“We’re getting active gunfire,” the Colorado Springs police officer warned his colleagues over the radio outside the Planned Parenthood clinic besieged by Robert Lewis Dear last Friday. “The shooter is constantly shooting, keeping those officers down,” another said later. The Denver Post reports that the bullets kept coming “until minutes before” the gunman finally surrendered, five hours after the standoff began.
As law enforcement agents tried to subdue Dear and secure the clinic, they were held back by heavy fire. That’s despite the fact that the gunman was acting alone and confined to the waiting room, where the police could track his movements by accessing the clinic’s security cameras. By the time he was led away in handcuffs, he had managed to kill one of the first officers on the scene and wound five others, while also killing two civilians and injuring another four. The horror dragged on for far longer than the five minutes that the majority of active shooter incidents last.

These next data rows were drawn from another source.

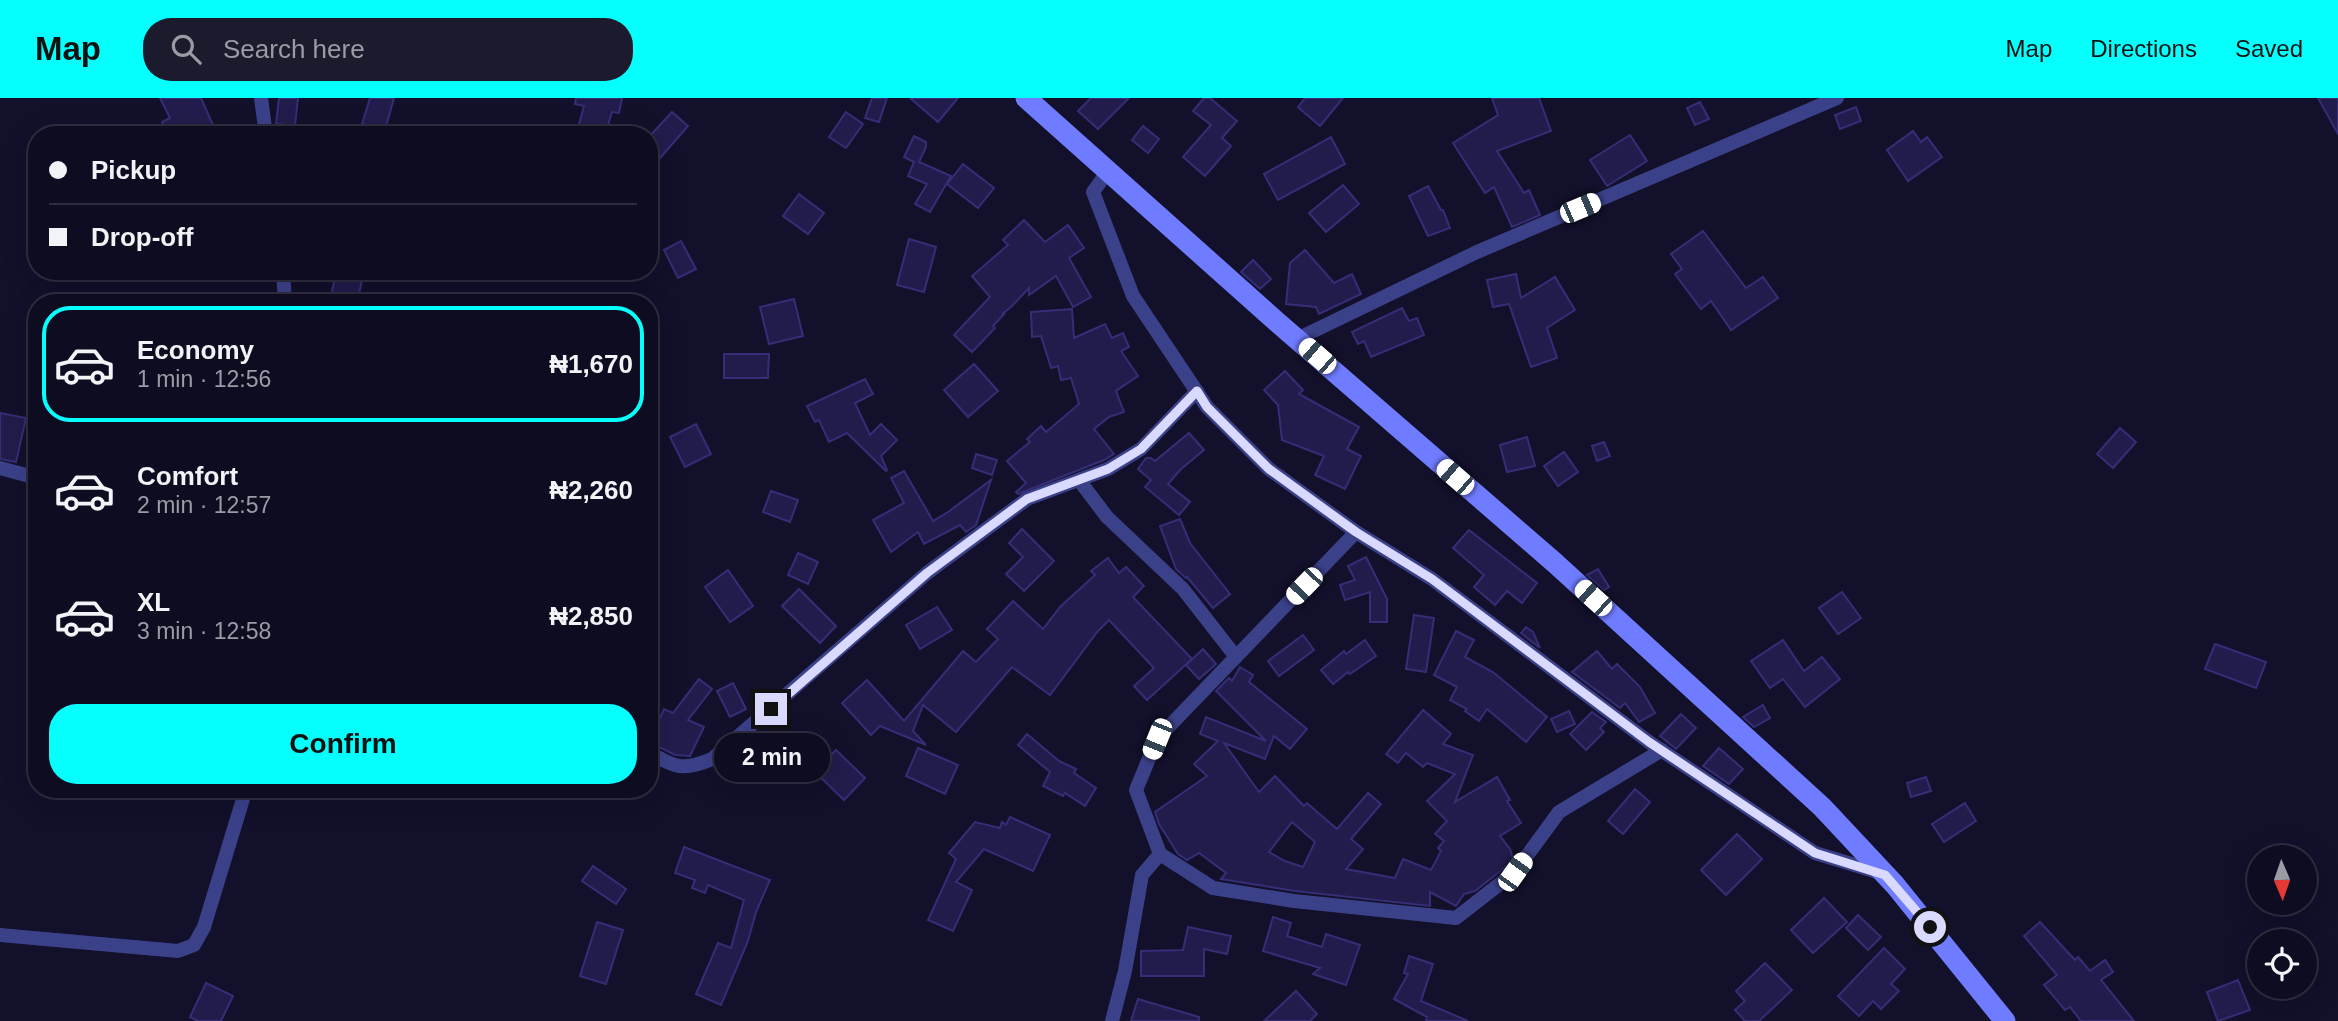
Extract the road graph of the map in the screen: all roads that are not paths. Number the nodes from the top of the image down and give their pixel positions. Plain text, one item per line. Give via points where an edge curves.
1 (261, 98) edge
2 (1026, 98) edge
3 (1837, 98) edge
4 (265, 126) edge
5 (1108, 171) junction
6 (1297, 339) junction
7 (1197, 391) junction
8 (0, 468) edge
9 (28, 476) edge
10 (1079, 480) junction
11 (1356, 532) junction
12 (1236, 657) junction
13 (1662, 750) junction
14 (658, 758) edge
15 (243, 798) edge
16 (1160, 853) junction
17 (1885, 875) junction
18 (0, 935) edge
19 (1112, 1021) edge
20 (2005, 1021) edge

1 - 4 street
2 - 5 street
3 - 6 street via 1477,252
5 - 6 street
5 - 7 street via 1093,192 1133,296
6 - 17 street via 1555,563 1822,807
7 - 10 street via 1141,449
7 - 11 street via 1207,407 1269,469
8 - 9 street
10 - 12 street via 1107,517 1182,589
10 - 14 street via 1027,499 927,573 712,759 692,768 669,765
11 - 12 street
11 - 13 street via 1432,579
12 - 16 street via 1157,739 1136,790
13 - 16 street via 1559,812 1515,872 1456,918 1213,888
13 - 17 street via 1815,853
15 - 18 street via 204,927 194,945 178,951
16 - 19 street via 1142,875
17 - 20 street

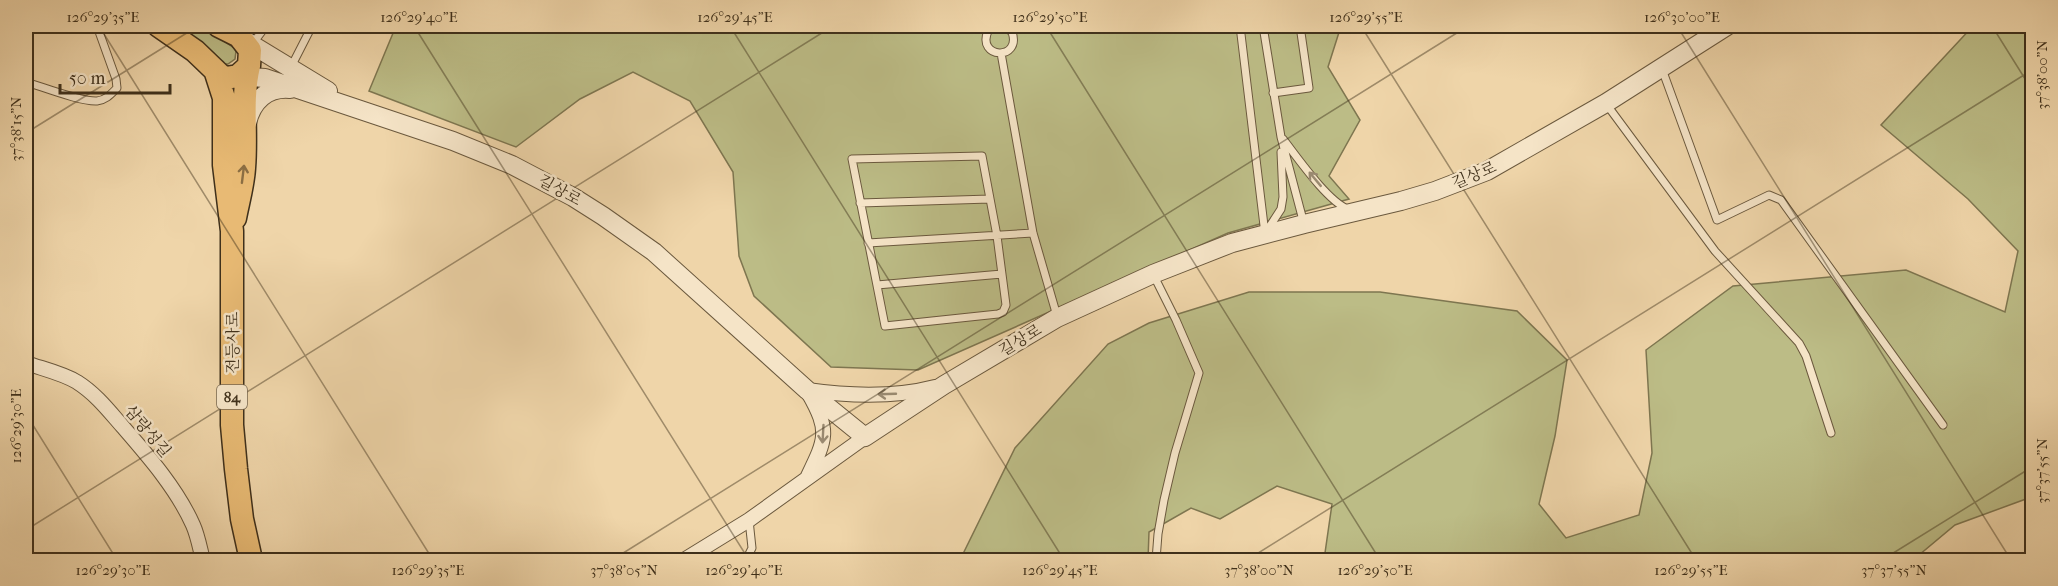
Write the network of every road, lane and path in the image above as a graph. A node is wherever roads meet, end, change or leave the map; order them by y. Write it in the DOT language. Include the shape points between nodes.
graph roads {
  1 [pos="97,26"];
  2 [pos="159,26"];
  3 [pos="219,26"];
  4 [pos="266,26"];
  5 [pos="312,26"];
  6 [pos="997,26"];
  7 [pos="1003,26"];
  8 [pos="1240,26"];
  9 [pos="1263,26"];
  10 [pos="1300,26"];
  11 [pos="1727,26"];
  12 [pos="1001,53"];
  13 [pos="245,60"];
  14 [pos="290,69"];
  15 [pos="1662,69"];
  16 [pos="215,70"];
  17 [pos="26,82"];
  18 [pos="297,89"];
  19 [pos="1272,93"];
  20 [pos="1606,103"];
  21 [pos="371,115"];
  22 [pos="246,128"];
  23 [pos="1281,137"];
  24 [pos="990,199"];
  25 [pos="860,203"];
  26 [pos="1356,212"];
  27 [pos="1304,224"];
  28 [pos="232,231"];
  29 [pos="1033,233"];
  30 [pos="1265,234"];
  31 [pos="998,236"];
  32 [pos="868,243"];
  33 [pos="1002,274"];
  34 [pos="1153,274"];
  35 [pos="876,285"];
  36 [pos="1057,318"];
  37 [pos="26,363"];
  38 [pos="944,385"];
  39 [pos="807,390"];
  40 [pos="1943,425"];
  41 [pos="1831,433"];
  42 [pos="865,437"];
  43 [pos="807,479"];
  44 [pos="749,520"];
  45 [pos="203,561"];
  46 [pos="251,561"];
  47 [pos="684,561"];
  48 [pos="746,561"];
  49 [pos="1156,561"];
  1 -- 17 [label="lane" via="116,79 117,88 109,97 87,100"];
  2 -- 16 [label="main road"];
  3 -- 13 [label="main road"];
  4 -- 13 [label="lane"];
  5 -- 14 [label="lane"];
  6 -- 12 [label="lane" via="988,31 986,40 992,51"];
  7 -- 12 [label="lane" via="1012,32 1014,41 1010,49"];
  8 -- 30 [label="lane"];
  9 -- 19 [label="lane"];
  10 -- 19 [label="lane" via="1309,88"];
  11 -- 15 [label="street, 길상로"];
  12 -- 29 [label="lane"];
  13 -- 14 [label="street, 길상로"];
  13 -- 16 [label="main road" via="226,78"];
  13 -- 18 [label="street, 길상로" via="266,78"];
  13 -- 22 [label="main road, 전등사로 / 84"];
  14 -- 21 [label="street, 길상로"];
  15 -- 20 [label="street, 길상로"];
  15 -- 40 [label="lane" via="1717,220 1768,195 1781,200"];
  16 -- 28 [label="main road, 전등사로 / 84" via="224,98 224,165"];
  18 -- 21 [label="street, 길상로"];
  18 -- 22 [label="street" via="267,93 253,106"];
  19 -- 23 [label="lane"];
  20 -- 26 [label="street, 길상로" via="1487,171 1435,191"];
  20 -- 41 [label="lane" via="1714,251 1799,344"];
  21 -- 39 [label="street, 길상로" via="512,165 603,216 654,252"];
  28 -- 22 [label="main road, 전등사로 / 84, one-way" via="244,170"];
  26 -- 23 [label="lane, one-way" via="1340,206"];
  23 -- 27 [label="lane"];
  23 -- 30 [label="lane" via="1283,197 1281,209"];
  24 -- 25 [label="lane"];
  24 -- 25 [label="lane" via="982,156 852,159"];
  24 -- 31 [label="lane"];
  25 -- 32 [label="lane"];
  26 -- 27 [label="street, 길상로"];
  27 -- 30 [label="street, 길상로"];
  28 -- 46 [label="main road, 전등사로 / 84" via="232,425 242,519"];
  29 -- 31 [label="lane"];
  29 -- 36 [label="lane"];
  30 -- 34 [label="street, 길상로"];
  31 -- 32 [label="lane"];
  31 -- 33 [label="lane"];
  32 -- 35 [label="lane"];
  33 -- 35 [label="lane"];
  33 -- 35 [label="lane" via="1006,305 1003,312 885,326"];
  34 -- 36 [label="street, 길상로"];
  34 -- 49 [label="lane" via="1199,373 1164,500"];
  36 -- 38 [label="street, 길상로"];
  37 -- 45 [label="street, 삼랑성길" via="76,381 106,407 180,501 193,525"];
  38 -- 39 [label="street, one-way" via="891,394 843,395"];
  38 -- 42 [label="street, 길상로"];
  39 -- 42 [label="street, 길상로"];
  39 -- 43 [label="street, one-way" via="823,422 824,437"];
  42 -- 43 [label="street"];
  43 -- 44 [label="street"];
  44 -- 47 [label="street"];
  44 -- 48 [label="lane" via="752,548"];
}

With the investigation ongoing, spokespersons for both the El Paso County Sheriff and the Colorado Springs Police Department declined to comment to The Trace on what Dear armed himself with or what weapons each wave of police carried. Early reports, however, cited eyewitnesses who saw Dear with an AK-47-style rifle. The officers on a police radio recording obtained by CNN said he was able to pierce the exterior walls of the office with his salvos. That may suggest he was holed up with a large gun and a large amount of powerful ammunition. The more pressing questions, from a policy standpoint, are these: Did any of those magazines hold more than 15 rounds (the sale or transfer of which was banned in Colorado soon after the 2012 mass shooting in Aurora)? And were the police outgunned by one man?
Cops have dealt with armed criminals able to withstand the efforts of superior numbers since at least the 1980s, when the civilian market for semiautomatic rifles mushroomed and large, well-armed drug gangs emerged. In one notorious 1986 incident, two criminals were able to pin eight agents from the Federal Bureau of Investigation with a single semiautomatic rifle, killing two and wounding five before the FBI eventually managed to shoot both men. Known as the FBI Miami shootout, it shook law enforcement officers around the country and lead many to trade in their standard-issue revolvers for more effective semi-automatic weapons like the Glock handgun.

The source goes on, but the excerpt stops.